Dataset entries:

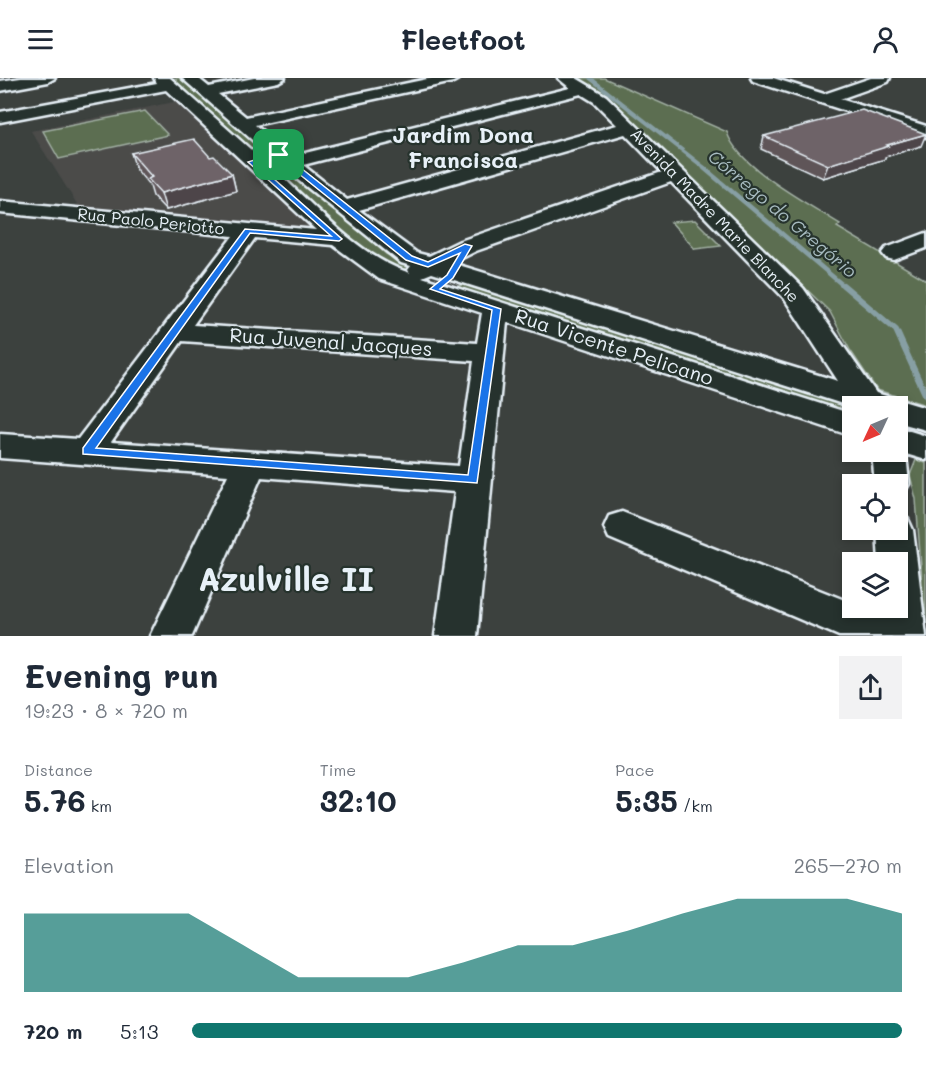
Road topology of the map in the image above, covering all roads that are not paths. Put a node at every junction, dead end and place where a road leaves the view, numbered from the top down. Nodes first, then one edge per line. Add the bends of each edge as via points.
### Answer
1 (48, 78) edge
2 (278, 78) edge
3 (453, 78) edge
4 (565, 78) edge
5 (758, 78) edge
6 (883, 79) edge
7 (181, 83) edge
8 (0, 86) edge
9 (841, 86) edge
10 (584, 89) junction
11 (825, 99) junction
12 (0, 117) edge
13 (242, 123) junction
14 (629, 127) junction
15 (926, 132) edge
16 (279, 162) junction
17 (674, 174) junction
18 (0, 207) edge
19 (344, 208) junction
20 (248, 231) junction
21 (339, 239) junction
22 (926, 240) edge
23 (468, 246) junction
24 (894, 253) dead end
25 (428, 265) junction
26 (453, 273) junction
27 (406, 280) junction
28 (434, 289) junction
29 (496, 309) junction
30 (174, 332) junction
31 (489, 352) junction
32 (858, 396) edge
33 (842, 402) edge
34 (842, 403) edge
35 (908, 414) edge
36 (926, 419) edge
37 (908, 442) edge
38 (0, 446) edge
39 (926, 448) edge
40 (87, 451) junction
41 (250, 464) junction
42 (473, 480) junction
43 (622, 527) dead end
44 (897, 540) edge
45 (171, 636) edge
46 (456, 636) edge
47 (886, 636) edge
48 (905, 636) edge

1 - 8 street
2 - 7 street
3 - 13 street
4 - 10 street, Avenida Madre Marie Blanche
5 - 11 street
6 - 9 street
7 - 12 street
7 - 13 street, Rua Vicente Pelicano
7 - 16 street, Rua Vicente Pelicano
9 - 11 street
10 - 14 street, Avenida Madre Marie Blanche
10 - 16 street
11 - 15 street
13 - 16 street, Rua Vicente Pelicano
14 - 17 street, Avenida Madre Marie Blanche
14 - 19 street
16 - 19 street, Rua Vicente Pelicano
16 - 21 street, Rua Vicente Pelicano
17 - 23 street
17 - 32 street, Avenida Madre Marie Blanche via 794,293
18 - 20 street, Rua Paolo Periotto
19 - 25 street, Rua Vicente Pelicano via 400,253
20 - 21 street, Rua Paolo Periotto
20 - 30 street
21 - 27 street, Rua Vicente Pelicano via 368,262
22 - 24 street
23 - 25 street
23 - 26 street
25 - 26 street, Rua Vicente Pelicano
25 - 27 street
26 - 28 street
26 - 33 street, Rua Vicente Pelicano
27 - 28 street, Rua Vicente Pelicano
28 - 29 street, Rua Vicente Pelicano
29 - 31 street
29 - 34 street, Rua Vicente Pelicano
30 - 31 street, Rua Juvenal Jacques
30 - 40 street
31 - 42 street
35 - 36 street
37 - 39 street
38 - 40 street
40 - 41 street
41 - 42 street
41 - 45 street
42 - 46 street
43 - 47 street
44 - 48 street

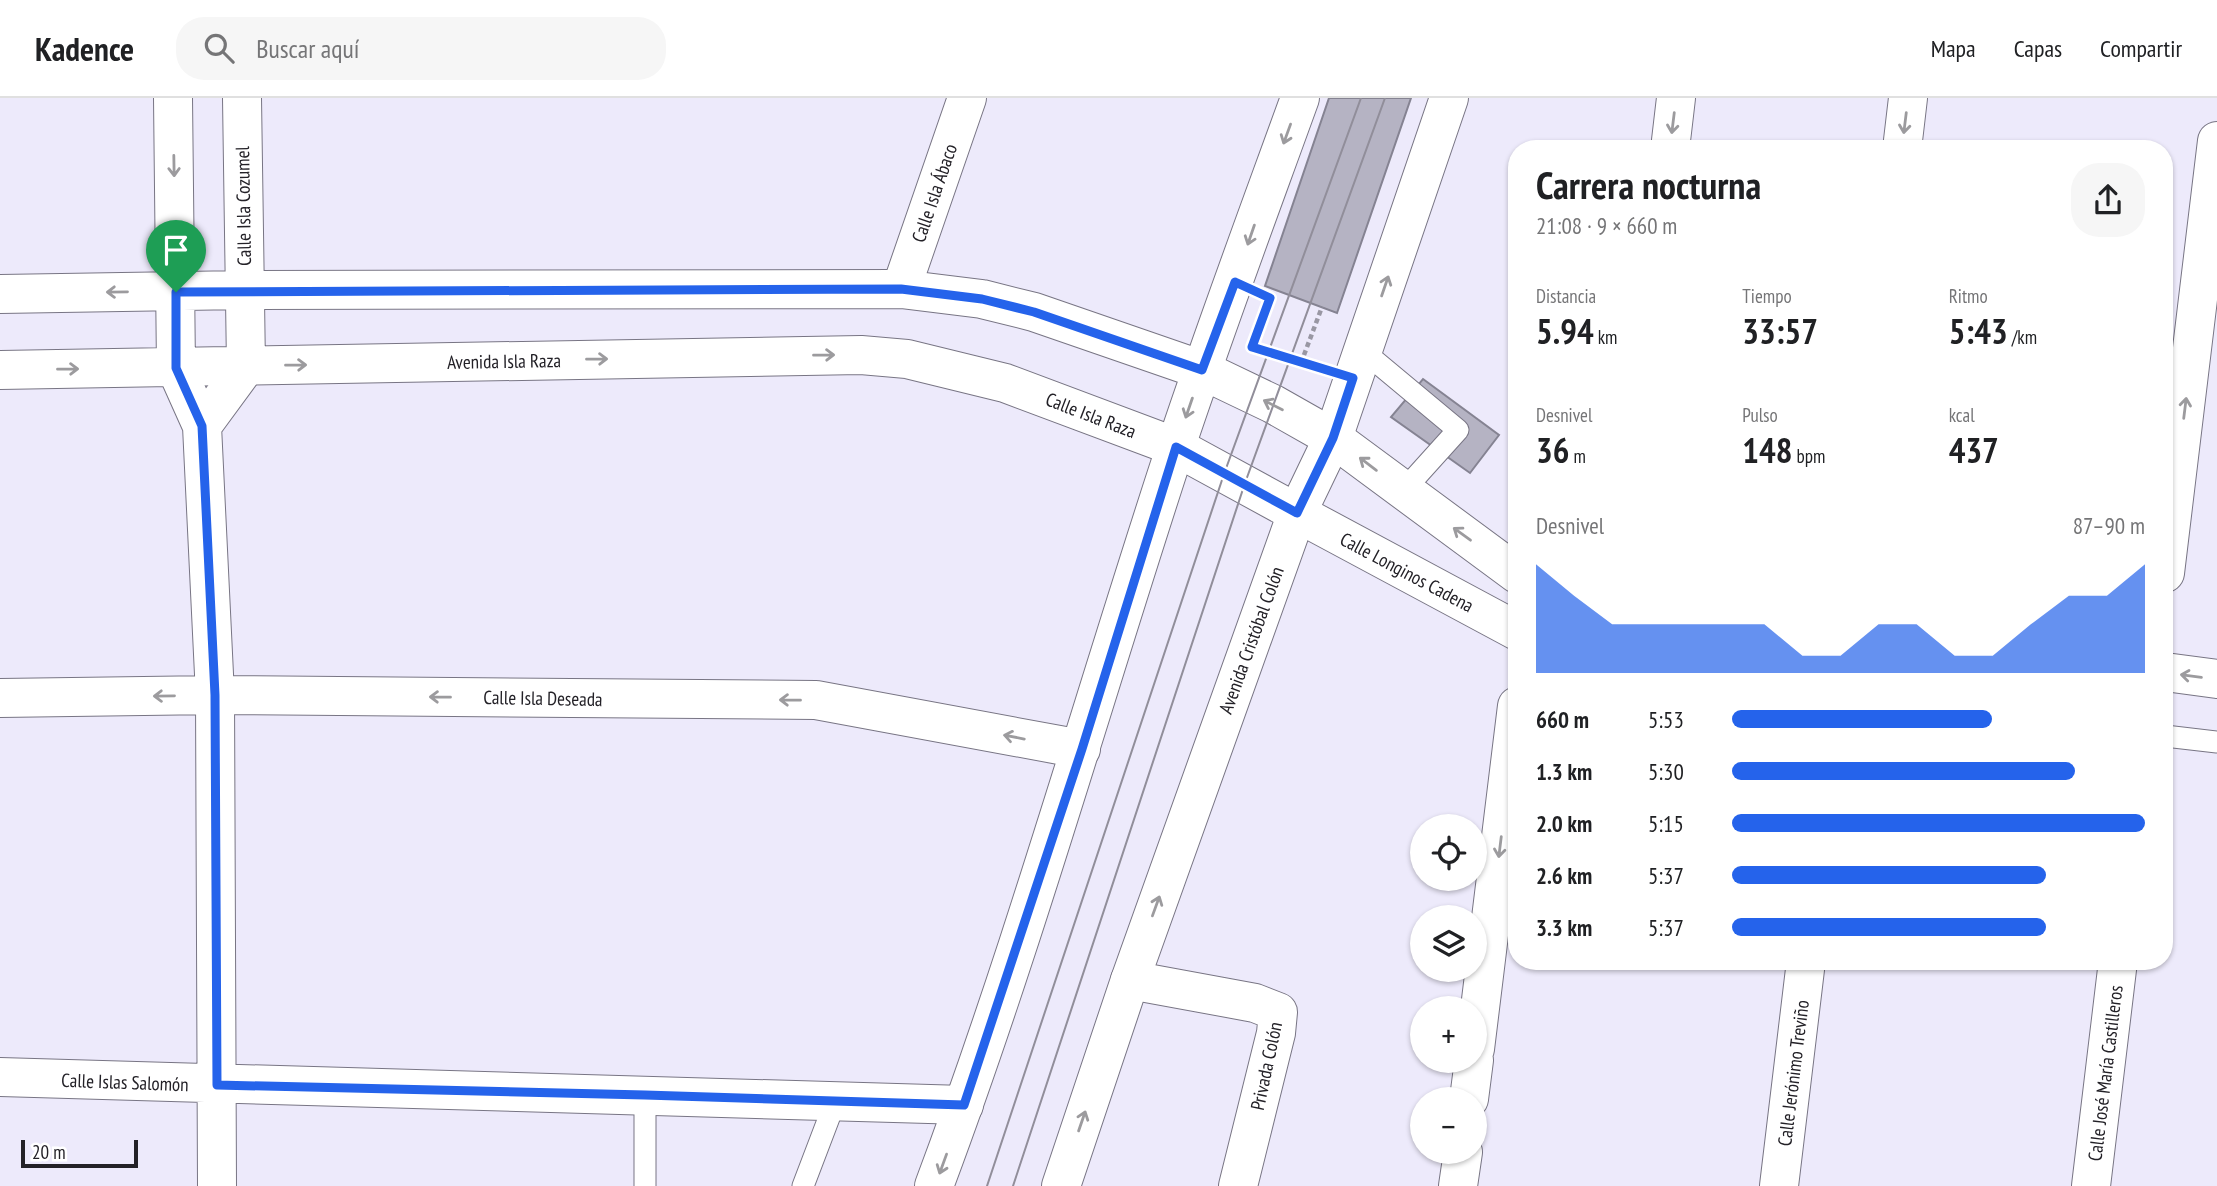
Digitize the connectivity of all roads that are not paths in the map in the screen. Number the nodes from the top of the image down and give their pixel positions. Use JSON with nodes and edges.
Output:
{"nodes":[{"id":1,"x":173,"y":98,"type":"edge"},
{"id":2,"x":242,"y":98,"type":"edge"},
{"id":3,"x":967,"y":98,"type":"edge"},
{"id":4,"x":1300,"y":98,"type":"edge"},
{"id":5,"x":1449,"y":98,"type":"edge"},
{"id":6,"x":1676,"y":98,"type":"edge"},
{"id":7,"x":1908,"y":98,"type":"edge"},
{"id":8,"x":1671,"y":140,"type":"edge"},
{"id":9,"x":1903,"y":140,"type":"edge"},
{"id":10,"x":2217,"y":141,"type":"edge"},
{"id":11,"x":901,"y":289,"type":"junction"},
{"id":12,"x":244,"y":290,"type":"junction"},
{"id":13,"x":176,"y":292,"type":"junction"},
{"id":14,"x":0,"y":294,"type":"edge"},
{"id":15,"x":1358,"y":364,"type":"junction"},
{"id":16,"x":246,"y":366,"type":"junction"},
{"id":17,"x":176,"y":368,"type":"junction"},
{"id":18,"x":0,"y":370,"type":"edge"},
{"id":19,"x":1202,"y":370,"type":"junction"},
{"id":20,"x":1005,"y":383,"type":"joint"},
{"id":21,"x":202,"y":426,"type":"junction"},
{"id":22,"x":1333,"y":438,"type":"junction"},
{"id":23,"x":1176,"y":447,"type":"junction"},
{"id":24,"x":1403,"y":491,"type":"junction"},
{"id":25,"x":2173,"y":507,"type":"edge"},
{"id":26,"x":1297,"y":513,"type":"junction"},
{"id":27,"x":1508,"y":567,"type":"edge"},
{"id":28,"x":1508,"y":626,"type":"edge"},
{"id":29,"x":2173,"y":674,"type":"edge"},
{"id":30,"x":2217,"y":679,"type":"edge"},
{"id":31,"x":215,"y":695,"type":"junction"},
{"id":32,"x":0,"y":698,"type":"edge"},
{"id":33,"x":2173,"y":737,"type":"edge"},
{"id":34,"x":2217,"y":741,"type":"edge"},
{"id":35,"x":1082,"y":749,"type":"junction"},
{"id":36,"x":1508,"y":780,"type":"edge"},
{"id":37,"x":1805,"y":970,"type":"edge"},
{"id":38,"x":2117,"y":970,"type":"edge"},
{"id":39,"x":1130,"y":979,"type":"junction"},
{"id":40,"x":1481,"y":996,"type":"edge"},
{"id":41,"x":0,"y":1077,"type":"edge"},
{"id":42,"x":217,"y":1085,"type":"junction"},
{"id":43,"x":645,"y":1095,"type":"junction"},
{"id":44,"x":835,"y":1102,"type":"junction"},
{"id":45,"x":964,"y":1105,"type":"junction"},
{"id":46,"x":1461,"y":1164,"type":"edge"},
{"id":47,"x":217,"y":1186,"type":"edge"},
{"id":48,"x":645,"y":1186,"type":"edge"},
{"id":49,"x":803,"y":1186,"type":"edge"},
{"id":50,"x":934,"y":1186,"type":"edge"},
{"id":51,"x":1060,"y":1186,"type":"edge"},
{"id":52,"x":1238,"y":1186,"type":"edge"},
{"id":53,"x":1458,"y":1186,"type":"edge"},
{"id":54,"x":1779,"y":1186,"type":"edge"},
{"id":55,"x":2091,"y":1186,"type":"edge"}],
"edges":[{"from":1,"to":13,"type":"street","one_way":true},
{"from":2,"to":12,"type":"street","name":"Calle Isla Cozumel"},
{"from":3,"to":11,"type":"street","name":"Calle Isla Ábaco"},
{"from":4,"to":19,"type":"street","one_way":true},
{"from":15,"to":5,"type":"street","name":"Avenida Cristóbal Colón","one_way":true},
{"from":6,"to":8,"type":"street","one_way":true},
{"from":7,"to":9,"type":"street","one_way":true},
{"from":25,"to":10,"type":"street","one_way":true},
{"from":11,"to":12,"type":"street"},
{"from":11,"to":19,"type":"street"},
{"from":12,"to":13,"type":"street"},
{"from":12,"to":16,"type":"street","name":"Calle Isla Cozumel"},
{"from":13,"to":14,"type":"street","one_way":true},
{"from":13,"to":17,"type":"street"},
{"from":15,"to":22,"type":"street","name":"Avenida Cristóbal Colón"},
{"from":15,"to":24,"type":"lane"},
{"from":16,"to":17,"type":"street","name":"Avenida Isla Raza"},
{"from":16,"to":20,"type":"street","name":"Avenida Isla Raza","one_way":true},
{"from":16,"to":21,"type":"street"},
{"from":18,"to":17,"type":"street","name":"Avenida Isla Raza","one_way":true},
{"from":17,"to":21,"type":"street"},
{"from":22,"to":19,"type":"street","one_way":true},
{"from":19,"to":23,"type":"street","one_way":true},
{"from":20,"to":23,"type":"street","name":"Calle Isla Raza"},
{"from":21,"to":31,"type":"street"},
{"from":24,"to":22,"type":"street","one_way":true},
{"from":22,"to":26,"type":"street","name":"Avenida Cristóbal Colón"},
{"from":23,"to":26,"type":"street","name":"Calle Isla Raza"},
{"from":23,"to":35,"type":"street"},
{"from":27,"to":24,"type":"street","one_way":true},
{"from":26,"to":28,"type":"street","name":"Calle Longinos Cadena"},
{"from":39,"to":26,"type":"street","name":"Avenida Cristóbal Colón","one_way":true},
{"from":30,"to":29,"type":"street","one_way":true},
{"from":31,"to":32,"type":"street","name":"Calle Isla Deseada","one_way":true},
{"from":35,"to":31,"type":"street","name":"Calle Isla Deseada","one_way":true},
{"from":31,"to":42,"type":"street"},
{"from":33,"to":34,"type":"lane"},
{"from":35,"to":45,"type":"street"},
{"from":36,"to":40,"type":"street","one_way":true},
{"from":37,"to":54,"type":"street","name":"Calle Jerónimo Treviño"},
{"from":38,"to":55,"type":"street","name":"Calle José María Castilleros"},
{"from":51,"to":39,"type":"street","name":"Avenida Cristóbal Colón","one_way":true},
{"from":39,"to":52,"type":"street","name":"Privada Colón"},
{"from":41,"to":42,"type":"street","name":"Calle Islas Salomón"},
{"from":42,"to":43,"type":"street","name":"Calle Islas Salomón"},
{"from":42,"to":47,"type":"street"},
{"from":43,"to":44,"type":"street","name":"Calle Islas Salomón"},
{"from":43,"to":48,"type":"lane"},
{"from":44,"to":45,"type":"street","name":"Calle Islas Salomón"},
{"from":44,"to":49,"type":"lane"},
{"from":45,"to":50,"type":"street","one_way":true},
{"from":46,"to":53,"type":"street"}]}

— TASK TO CARRY OUT —
Your task is to copy every line in the entries that holds the string "Paolo".

— RESULT OF THE TASK —
18 - 20 street, Rua Paolo Periotto
20 - 21 street, Rua Paolo Periotto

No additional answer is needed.